The Mechanize documentation says to just start scraping with Nokogiri
once you’ve navigated to the right page with Mechanize, but this example
doesn’t seem to work for me:
agent = Mechanize.new
page = agent.get(‘http://google.com/’)
google_form = page.form(‘f’)
google_form.q = ‘ruby mechanize’
page = agent.submit(google_form)
page.xpath(‘//h3/a[@class=“l”]’).each do |link|
puts link.content
end
But this works:
page =
Nokogiri::HTML(open(‘ruby mechanize - Google Search’))
page.xpath(‘//h3/a[@class=“l”]’).each do |link|
puts link.content
end
Any advice?
Is there a form with the name ‘f’ on the page www.google.com? According
to the mechanize instructions, you were supposed to do this:
pp page
to identify the name of the form and the name of the form field you
want to fill in.
The Mechanize part works fine. I navigate to the page I want and when I
pretty print I get the page I want. The problem is I don’t know how to
scrape data from the page with Nokogiri once I’ve navigated to it. For
example, this is how you would do it with pure Nokogiri:
page =
Nokogiri::HTML(open(‘ruby mechanize - Google Search’))

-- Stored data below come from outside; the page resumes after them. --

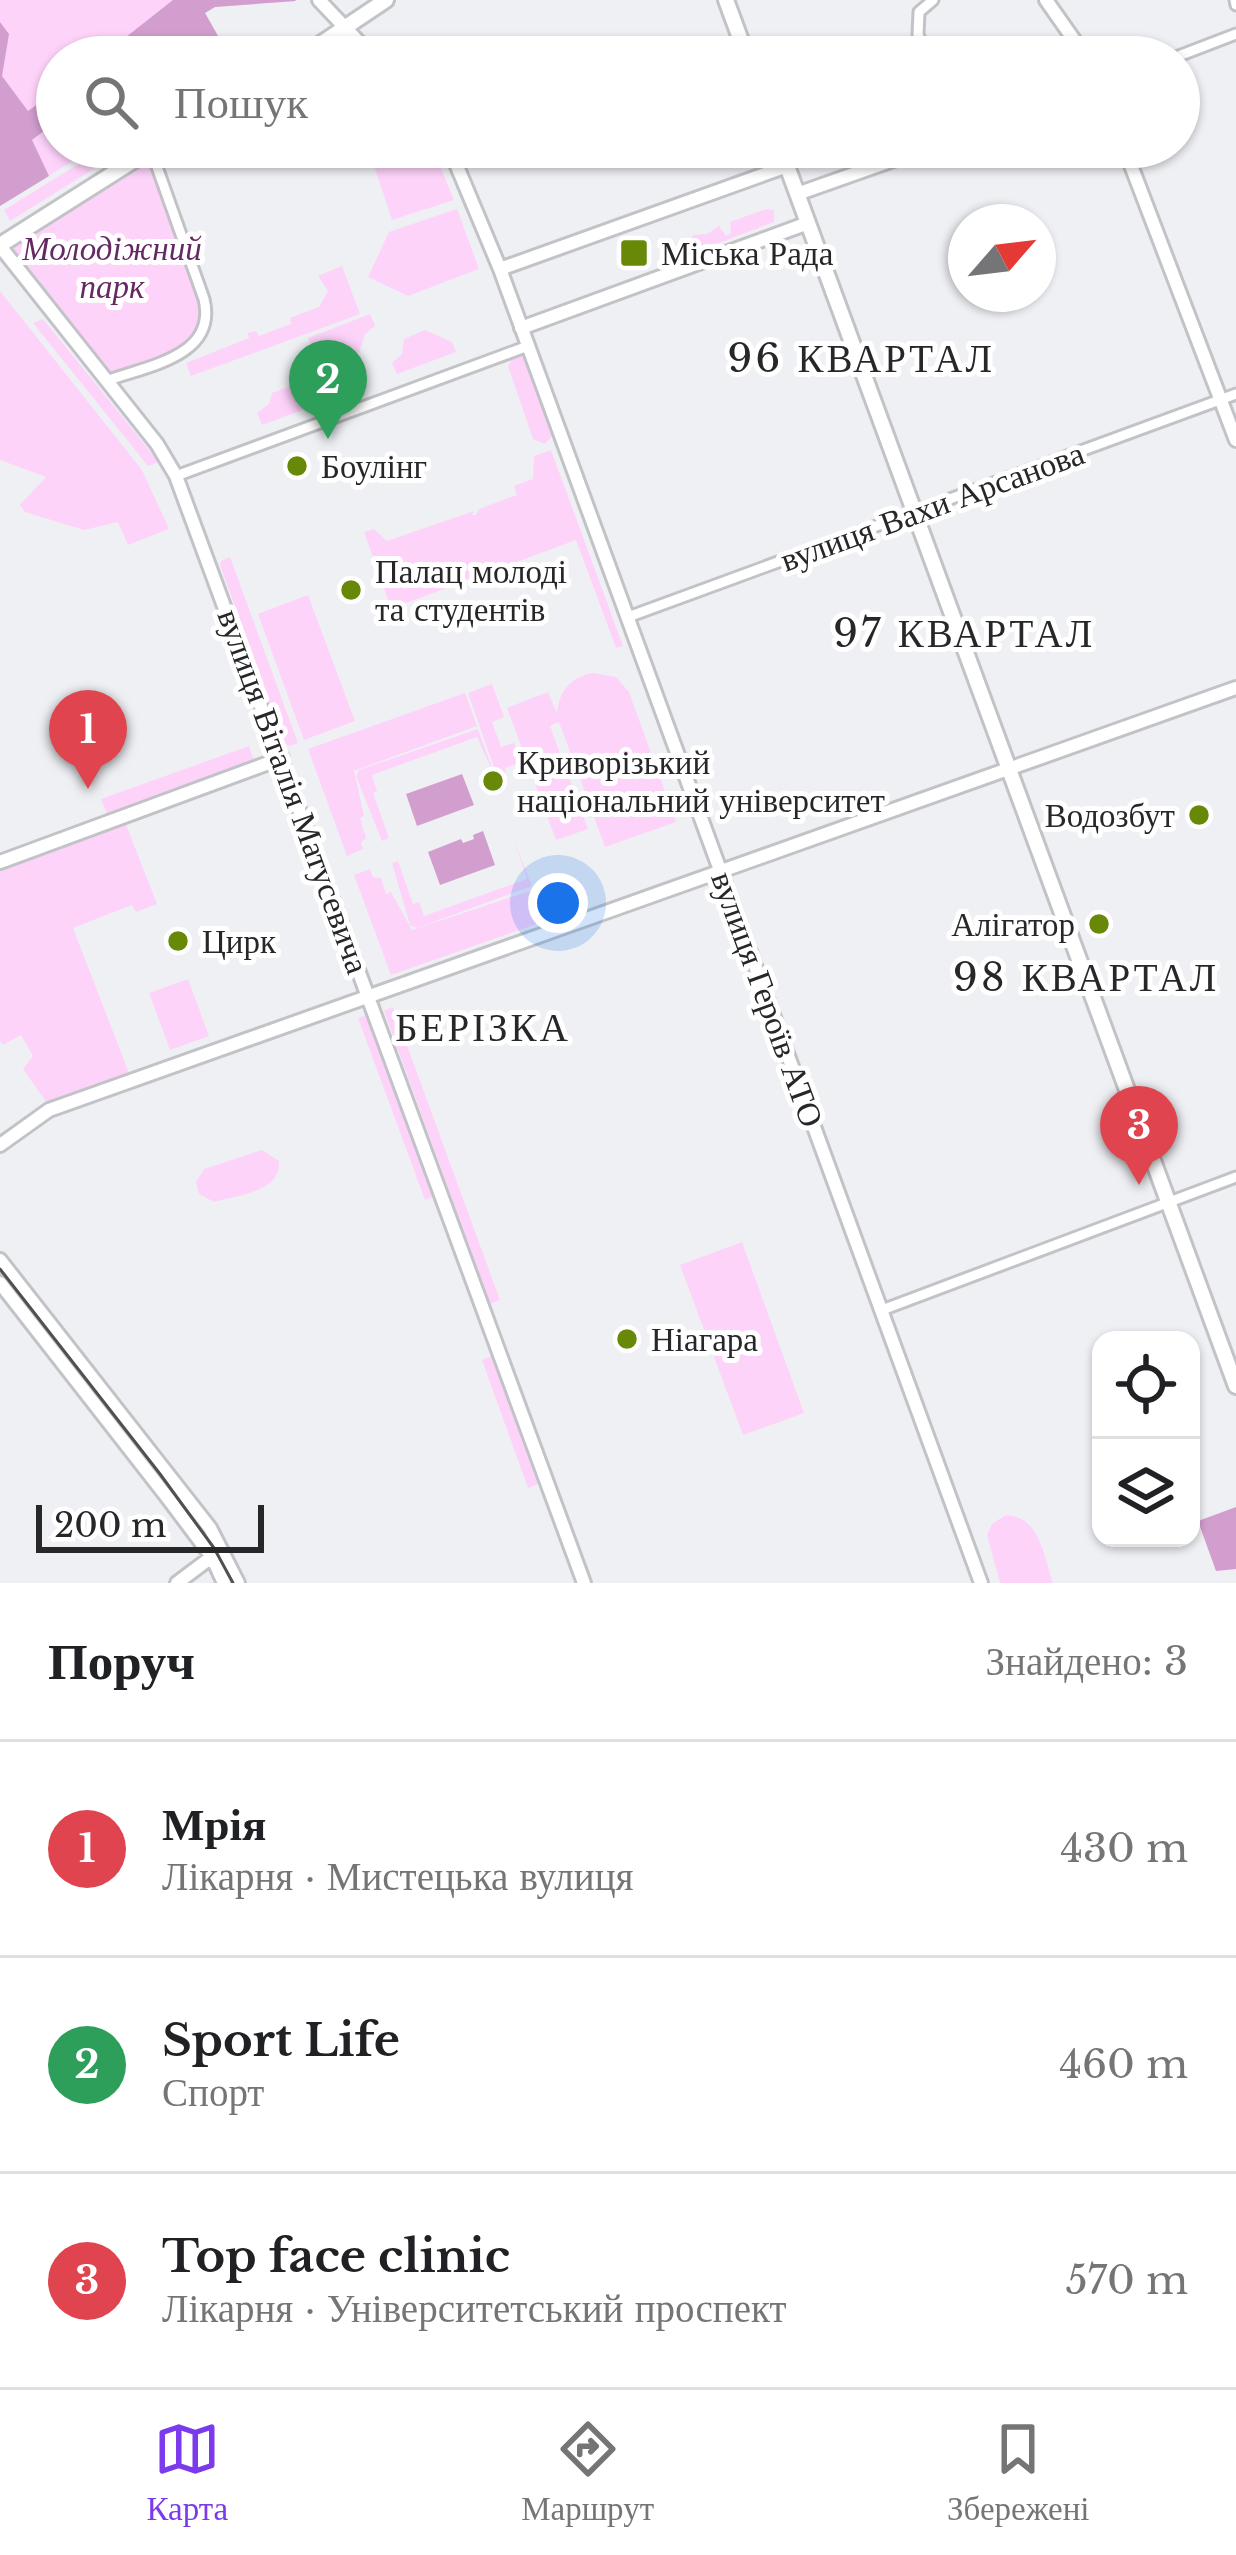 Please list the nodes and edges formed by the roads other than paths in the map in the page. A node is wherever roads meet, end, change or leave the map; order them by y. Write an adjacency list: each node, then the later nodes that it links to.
1 (319, 0): 6 (street)
2 (386, 0): 6 (main road)
3 (726, 0): 10 (main road)
4 (1046, 0): 12 (street)
5 (929, 3): 11 (street)
6 (347, 28): 8 (main road); 9 (street)
7 (1236, 34): 13 (street)
8 (334, 36)
9 (354, 36)
10 (739, 36)
11 (920, 36)
12 (1071, 36)
13 (1200, 48)
14 (121, 168): 23 (main road)
15 (160, 168): 27 (street)
16 (458, 168): 24 (street, вулиця Героїв АТО)
17 (781, 168): 24 (street)
18 (788, 168): 21 (main road)
19 (871, 168): 21 (street)
20 (1132, 168): 29 (street)
21 (797, 194): 22 (main road)
22 (808, 223): 25 (street); 32 (main road)
23 (0, 245): 27 (street, вулиця Віталія Матусевича)
24 (500, 269): 25 (street, вулиця Героїв АТО)
25 (521, 328): 26 (street, вулиця Героїв АТО)
26 (528, 346): 31 (street); 33 (street, вулиця Героїв АТО)
27 (106, 381): 31 (street, вулиця Віталія Матусевича)
28 (1236, 394): 29 (street, вулиця Вахи Арсанова)
29 (1222, 400): 30 (street); 32 (street, вулиця Вахи Арсанова)
30 (1236, 440)
31 (176, 476): 35 (street, вулиця Віталія Матусевича)
32 (915, 513): 33 (street, вулиця Вахи Арсанова); 36 (main road)
33 (628, 617): 38 (street, вулиця Героїв АТО)
34 (1236, 688): 36 (street)
35 (282, 758): 37 (street); 39 (street, вулиця Віталія Матусевича)
36 (1010, 770): 38 (street); 42 (main road)
37 (0, 862)
38 (722, 872): 39 (street); 45 (street, вулиця Героїв АТО)
39 (370, 996): 40 (street); 51 (street, вулиця Віталія Матусевича)
40 (0, 1145)
41 (1236, 1177): 42 (street)
42 (1169, 1202): 45 (street); 46 (main road)
43 (0, 1260): 47 (street)
44 (0, 1283): 47 (street)
45 (882, 1310): 52 (street, вулиця Героїв АТО)
46 (1236, 1386)
47 (217, 1552): 48 (street); 49 (street); 50 (street)
48 (177, 1583)
49 (224, 1583)
50 (238, 1583)
51 (584, 1583)
52 (981, 1583) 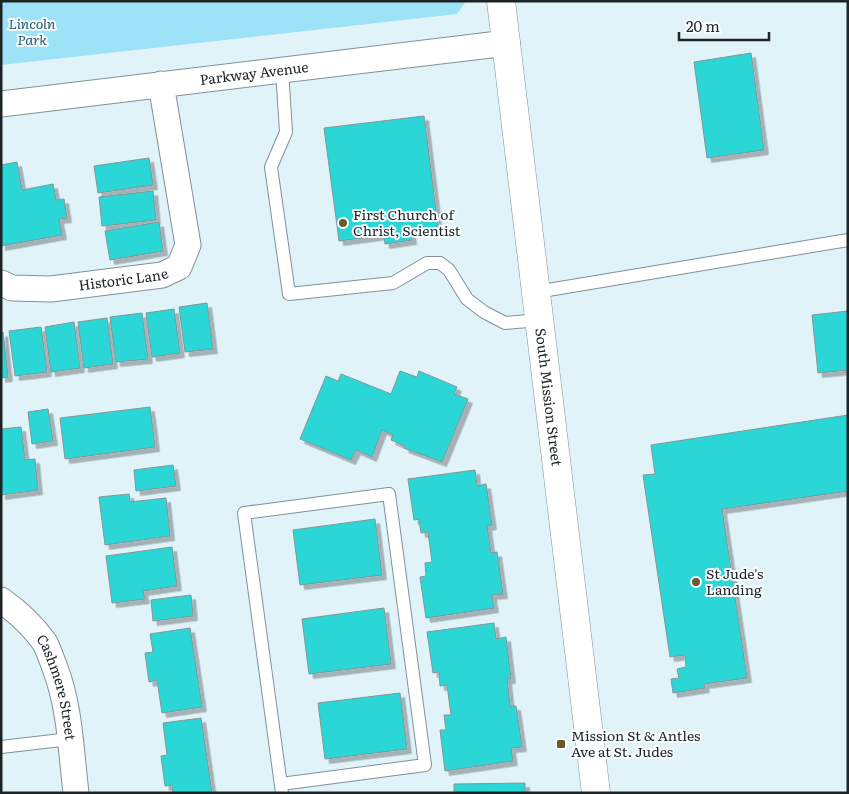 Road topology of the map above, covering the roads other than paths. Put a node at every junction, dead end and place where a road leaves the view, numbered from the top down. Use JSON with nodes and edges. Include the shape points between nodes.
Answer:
{"nodes":[{"id":1,"x":501,"y":1,"type":"edge"},
{"id":2,"x":506,"y":43,"type":"junction"},
{"id":3,"x":282,"y":70,"type":"junction"},
{"id":4,"x":161,"y":84,"type":"junction"},
{"id":5,"x":1,"y":104,"type":"edge"},
{"id":6,"x":848,"y":240,"type":"edge"},
{"id":7,"x":1,"y":283,"type":"edge"},
{"id":8,"x":536,"y":292,"type":"junction"},
{"id":9,"x":540,"y":320,"type":"junction"},
{"id":10,"x":1,"y":600,"type":"edge"},
{"id":11,"x":70,"y":738,"type":"junction"},
{"id":12,"x":1,"y":747,"type":"edge"},
{"id":13,"x":281,"y":789,"type":"edge"},
{"id":14,"x":76,"y":793,"type":"edge"},
{"id":15,"x":596,"y":793,"type":"edge"}],
"edges":[{"from":1,"to":2,"type":"main road","name":"South Mission Street"},
{"from":2,"to":3,"type":"street","name":"Parkway Avenue"},
{"from":2,"to":8,"type":"main road","name":"South Mission Street"},
{"from":3,"to":4,"type":"street","name":"Parkway Avenue"},
{"from":3,"to":9,"type":"lane","via":[[286,132],[271,167],[289,294],[394,283],[427,263],[440,263],[449,270],[467,298],[505,324]]},
{"from":4,"to":5,"type":"street","name":"Parkway Avenue"},
{"from":4,"to":7,"type":"street","name":"Historic Lane","via":[[188,245],[179,267],[162,275],[51,289],[12,288]]},
{"from":6,"to":8,"type":"lane"},
{"from":8,"to":9,"type":"main road","name":"South Mission Street"},
{"from":9,"to":15,"type":"main road","name":"South Mission Street"},
{"from":10,"to":11,"type":"street","name":"Cashmere Street","via":[[15,610],[46,645],[64,698]]},
{"from":11,"to":12,"type":"lane"},
{"from":11,"to":14,"type":"street","name":"Cashmere Street"},
{"from":13,"to":13,"type":"lane","via":[[244,513],[389,494],[425,765]]}]} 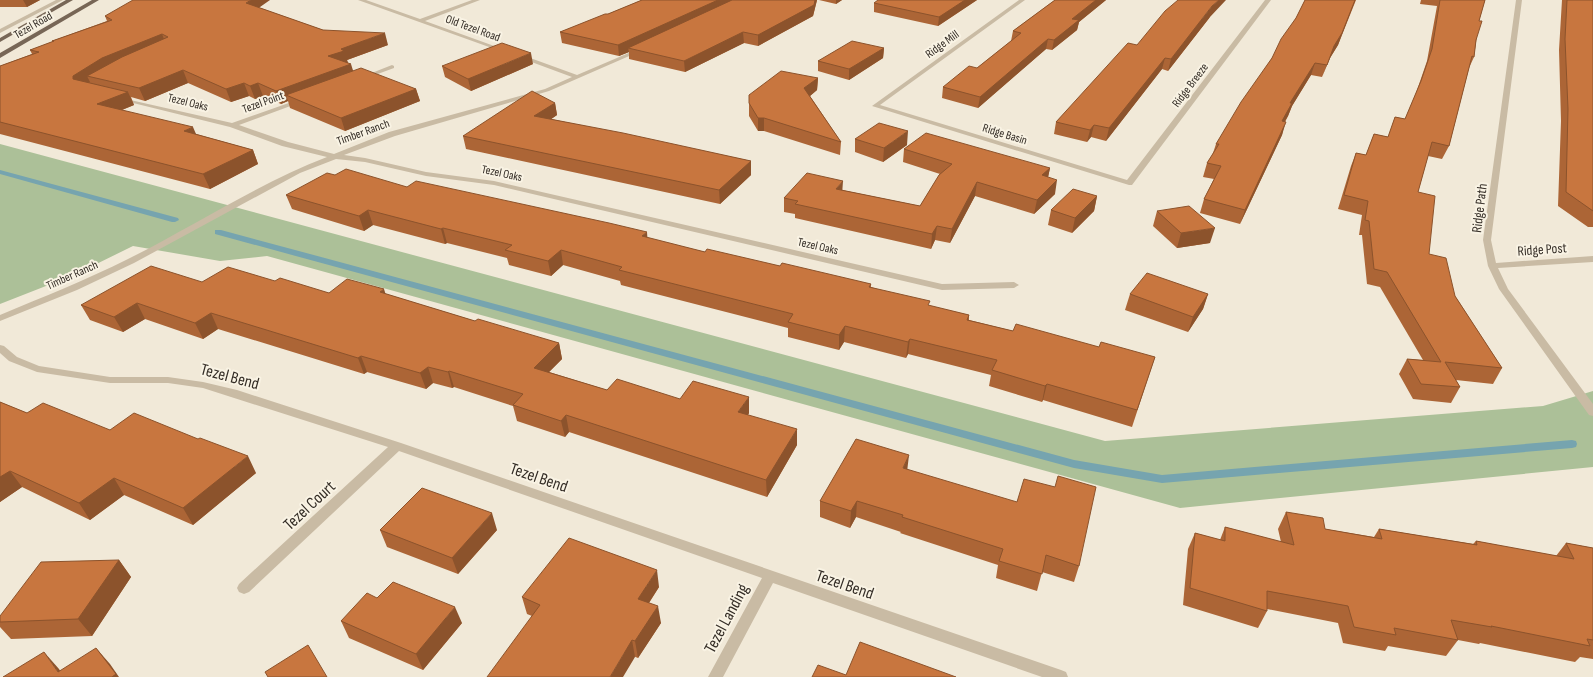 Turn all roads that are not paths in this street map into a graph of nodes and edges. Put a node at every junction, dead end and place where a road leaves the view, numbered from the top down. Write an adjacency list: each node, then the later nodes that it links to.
1 (60, 0): 10 (street)
2 (70, 0): 11 (main road, Tezel Road)
3 (96, 0): 13 (main road, Tezel Road)
4 (361, 0): 9 (street, Old Tezel Road)
5 (477, 0): 9 (street)
6 (1022, 0): 19 (street, Ridge Mill)
7 (1268, 0): 22 (street, Ridge Breeze)
8 (1519, 0): 24 (street, Ridge Path)
9 (419, 21): 15 (street, Old Tezel Road)
10 (0, 31)
11 (0, 40)
12 (649, 46): 15 (street, Timber Ranch)
13 (0, 56)
14 (392, 67): 16 (street)
15 (578, 77): 21 (street, Timber Ranch)
16 (356, 80)
17 (111, 96): 20 (street, Tezel Oaks)
18 (312, 96): 20 (street, Tezel Point)
19 (875, 106): 22 (street, Ridge Basin)
20 (232, 125): 21 (street, Tezel Oaks)
21 (333, 156): 25 (street, Tezel Oaks); 26 (street, Timber Ranch)
22 (1129, 183)
23 (1593, 259): 24 (street, Ridge Post)
24 (1492, 266): 28 (street, Ridge Path)
25 (1014, 285)
26 (0, 318)
27 (0, 348): 29 (street, Tezel Bend)
28 (1593, 412)
29 (397, 446): 30 (street, Tezel Bend); 31 (street, Tezel Court)
30 (770, 576): 32 (street, Tezel Landing); 33 (street, Tezel Bend)
31 (244, 588)
32 (714, 677)
33 (1061, 677) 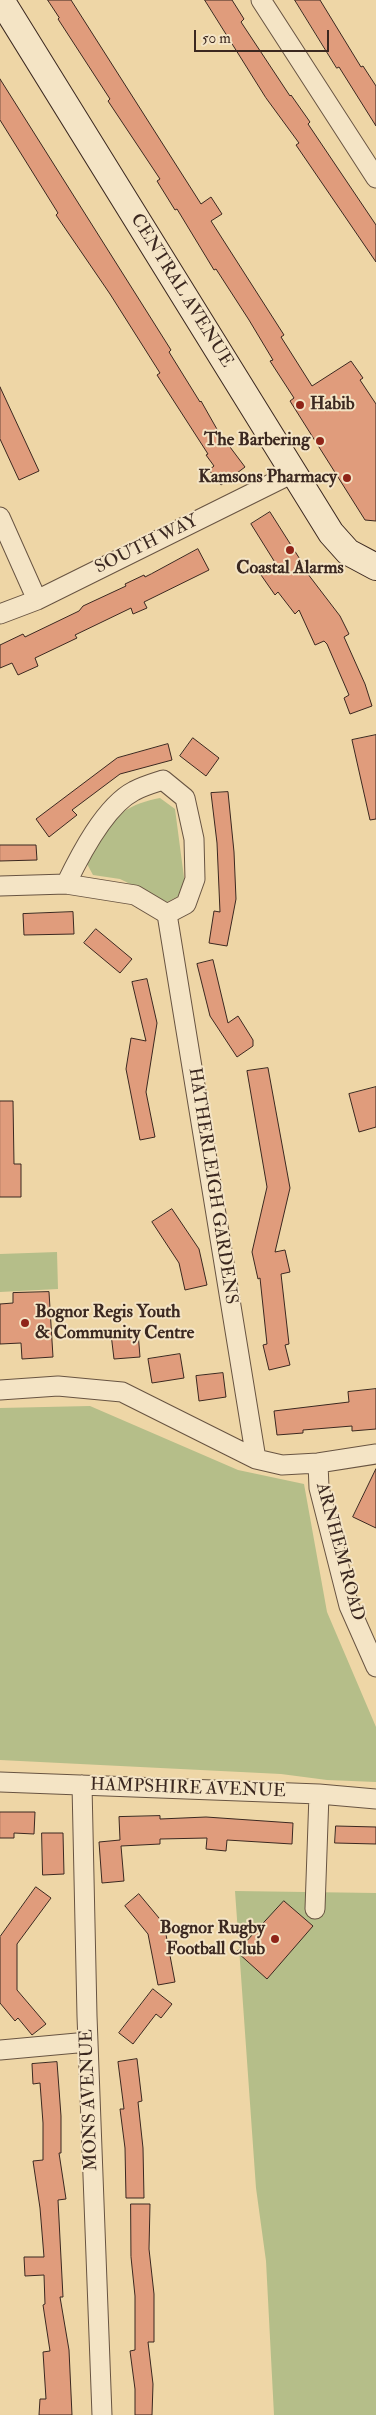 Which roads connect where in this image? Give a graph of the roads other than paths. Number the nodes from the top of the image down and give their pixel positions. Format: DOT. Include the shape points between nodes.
graph roads {
  1 [pos="1,0"];
  2 [pos="261,0"];
  3 [pos="376,178"];
  4 [pos="293,473"];
  5 [pos="0,516"];
  6 [pos="376,567"];
  7 [pos="37,600"];
  8 [pos="0,614"];
  9 [pos="66,884"];
  10 [pos="0,886"];
  11 [pos="167,914"];
  12 [pos="0,1390"];
  13 [pos="376,1454"];
  14 [pos="256,1459"];
  15 [pos="318,1463"];
  16 [pos="376,1667"];
  17 [pos="0,1782"];
  18 [pos="82,1785"];
  19 [pos="319,1794"];
  20 [pos="376,1799"];
  21 [pos="315,1909"];
  22 [pos="88,2042"];
  23 [pos="0,2050"];
  24 [pos="102,2415"];
  1 -- 4 [label="street, CENTRAL AVENUE"];
  2 -- 3 [label="street"];
  4 -- 6 [label="street, CENTRAL AVENUE" via="331,533 348,552"];
  4 -- 7 [label="street, SOUTH WAY"];
  5 -- 7 [label="street"];
  7 -- 8 [label="street, SOUTH WAY"];
  9 -- 10 [label="street"];
  9 -- 11 [label="street" via="135,895"];
  9 -- 11 [label="street" via="82,850 105,816 133,791 163,780 185,798 194,839 194,879 186,904"];
  11 -- 14 [label="street, HATHERLEIGH GARDENS"];
  12 -- 14 [label="street" via="58,1386 122,1392"];
  13 -- 15 [label="street"];
  14 -- 15 [label="street" via="282,1465"];
  15 -- 16 [label="street, ARNHEM ROAD" via="319,1488 349,1606"];
  17 -- 18 [label="street, HAMPSHIRE AVENUE"];
  18 -- 19 [label="street, HAMPSHIRE AVENUE"];
  18 -- 22 [label="street, MONS AVENUE"];
  19 -- 20 [label="street, HAMPSHIRE AVENUE"];
  19 -- 21 [label="street"];
  22 -- 23 [label="street"];
  22 -- 24 [label="street, MONS AVENUE"];
}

page.xpath(‘//h3/a[@class=“l”]’).each do |link|
puts link.content
end
But when I do it with Mechanize, it doesn’t output anything.
agent = Mechanize.new
page = agent.get(‘http://google.com/’)
google_form = page.form(‘f’)
google_form.q = ‘ruby mechanize’
page = agent.submit(google_form)
page.xpath(‘//h3/a[@class=“l”]’).each do |link|
puts link.content
end
It’s a trivial example, but for the data I’m scraping I need to use
Mechanize to navigate to the page, so I can’t just use Nokogiri. The
thing is the Mechanize documentation says, I should be able to use
regular Nokogiri methods, but they don’t seem to work for me.